Наряду с сенями в доме вскоре появляется также и навес, который пристраивался к дому снаружи у входа и, следовательно, означал лишь закрытый вход в жилище, а не помещение, отделенное изнутри. Этот тип постройки мы также можем проследить в южнорусских землянках, вскрытых В. В. Хвойкой. Когда сени славянского жилища развились во внутреннее обитаемое помещение, то снова и в еще большей степени появилось стремление защитить вход в сени крытым навесом и дополнить жилище новыми сенями (передней) или крыльцом. Однако такая пристройка — результат уже позднейшего развития, и хотя не следует полагать, что она возникла под чужеземным влиянием, поскольку причины возникновения ее были вполне естественны, все же примечательно, что древний славянский термин притворъ, как правило, исчезает, а эта пристройка у северных славян часто получает немецкие, а на Балканах — турецкие названия. Время возникновения этих названий, за некоторым исключением, пока не известно [892] , но нет сомнений, что, по крайней мере, русское крыльцо у сеней существовало уже в XI веке, и поэтому весьма вероятно, что удлиненный скат крыши и поддерживавшие ее столбы — довольно древний мотив славянского дома. Сюда же, вероятно, относится и балканский trem.
892
„Ziv. st. Slov.“, I, 725. Из них наиболее интересным является латинский solarium, который упоминается как веранда у дома в эпоху Карла Великого (Monum. Germ., Leges, I, 179: casa solarus tota circumdata) и который мы находим уже в чешских и древнеболгарских глоссах, в диалогах Григория I, в рукописи XII века в форме zole (соответствует Zoler?), позднее в чешском языке в форме zol'er, zel'er, zoldr, от немецкого S"oller, ныне zudr в Моравии.
Следующее значительное превращение славянского жилища произошло уже накануне X века, и на этот раз под чужеземным влиянием. Это было образование внутри жилого дома избы с печью, а вскоре затем и кухни.

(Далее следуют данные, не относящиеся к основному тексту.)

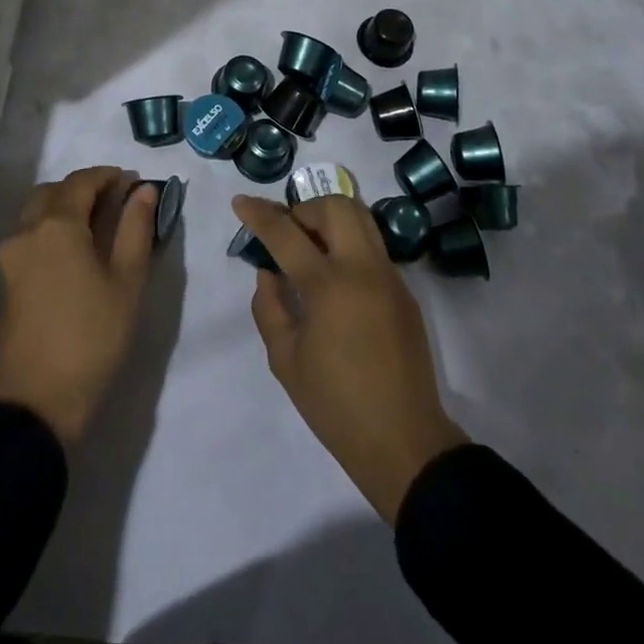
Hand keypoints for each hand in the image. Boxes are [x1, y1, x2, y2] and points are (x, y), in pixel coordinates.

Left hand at [0, 167, 156, 446]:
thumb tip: (143, 190)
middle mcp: (26, 230)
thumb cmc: (92, 337)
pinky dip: (51, 230)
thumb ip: (136, 228)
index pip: (82, 180)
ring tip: (97, 228)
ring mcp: (9, 256)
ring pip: (36, 213)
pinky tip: (74, 253)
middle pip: (53, 191)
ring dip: (64, 208)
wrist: (38, 402)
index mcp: (56, 224)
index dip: (108, 176)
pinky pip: (29, 237)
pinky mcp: (4, 280)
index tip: (132, 183)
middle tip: (115, 203)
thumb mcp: (127, 281)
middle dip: (84, 189)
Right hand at [234, 194, 468, 523]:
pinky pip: (373, 246)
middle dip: (304, 209)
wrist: (404, 442)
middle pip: (335, 206)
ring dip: (330, 219)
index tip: (240, 201)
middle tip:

Первоначально в праславянском жилище огонь разводился только в открытом очаге, находившемся в жилом помещении, а присоединенные к этому помещению сени, как мы видели, были холодными, без очага. Однако наряду с этим необходимо отметить, что в русских жилищах, вскрытых Н. Макаренко (рис. 39) и В. В. Хвойко, над когда-то открытым очагом уже имелся глиняный свод, под которым и разводился огонь. «Печь», построенная таким образом, могла служить не только для равномерного обогревания жилища, но и для выпечки хлеба [893] . Одновременно мы читаем в источниках, что русские славяне помещение с печью в X–XI веках называли истъба, изба или уменьшительным истобъка. То же относится и к западным славянам. Правда, археологически она у них пока не засвидетельствована, но зато дошедшие до нас письменные источники X века свидетельствуют, что подобная истба (чешск. jizba) была уже известна. То же можно сказав и о современных им болгарах [894] .
893
Отсюда древнее славянское название пец (pec), старославянское пештъ от слова пекти (peci) („Ziv. st. Slov.“, I, 845).
894
О
Эта истъба — изба древнеславянского жилища, по общему мнению лингвистов [895] , — является не чем иным, как верхненемецкой stube, скандинавской stofa, которая, как мы знаем из источников, была известна в Германии еще до X века в качестве помещения для бани, где находилась крытая печь, разогревавшаяся и поливавшаяся водой для получения горячего пара. Если потом и у славян появляется также название stube > истъба в смысле печи для бани и вообще теплого помещения, то есть появляется не только новое название, но и новая вещь, то можно не сомневаться, что оба они — вещь и название — были заимствованы славянами и на этот раз, пожалуй, у своих соседей, немцев и скандинавских германцев, причем заимствованы еще до X века, так как в X веке они засвидетельствованы уже у трех славянских народов: у чехов, русских и болгар. Германская stube была известна славянам, по-видимому, еще до X века; сначала они знали ее как баню, а затем и как теплое жилое помещение, которое и получило распространение во всех славянских землях. Подтвержденная источниками, относящимися к X веку, значительная распространенность избы — от Чехии на западе вплоть до Киева на востоке и Болгарии на юге — показывает, что славяне знали ее задолго до X века, и я полагаю, что изба появилась в славянском жилище не позднее чем в V веке, когда славяне уже засвидетельствованы на границах франкской державы. У западных славян наряду с появлением избы с печью мы наблюдаем еще одно новшество: печь в новой избе затапливается не из самой избы, а из сеней, через специальное отверстие. У этого печного отверстия, через которое закладывались дрова и выбиралась зола, естественно, возник на специально возведенном основании новый очаг. Одним словом, рядом с печью в избе возникает новый очаг также и в сенях, и тем самым сени превращаются в кухню. Вместо первоначального славянского жилища с холодными сенями и теплым жилым помещением возникает дом с двумя очагами.
895
Подробности см. в „Ziv. st. Slov.“, I, 738. Германская stuba возникла из лат. extufa, как и франц. 'etuve, итал. stufa.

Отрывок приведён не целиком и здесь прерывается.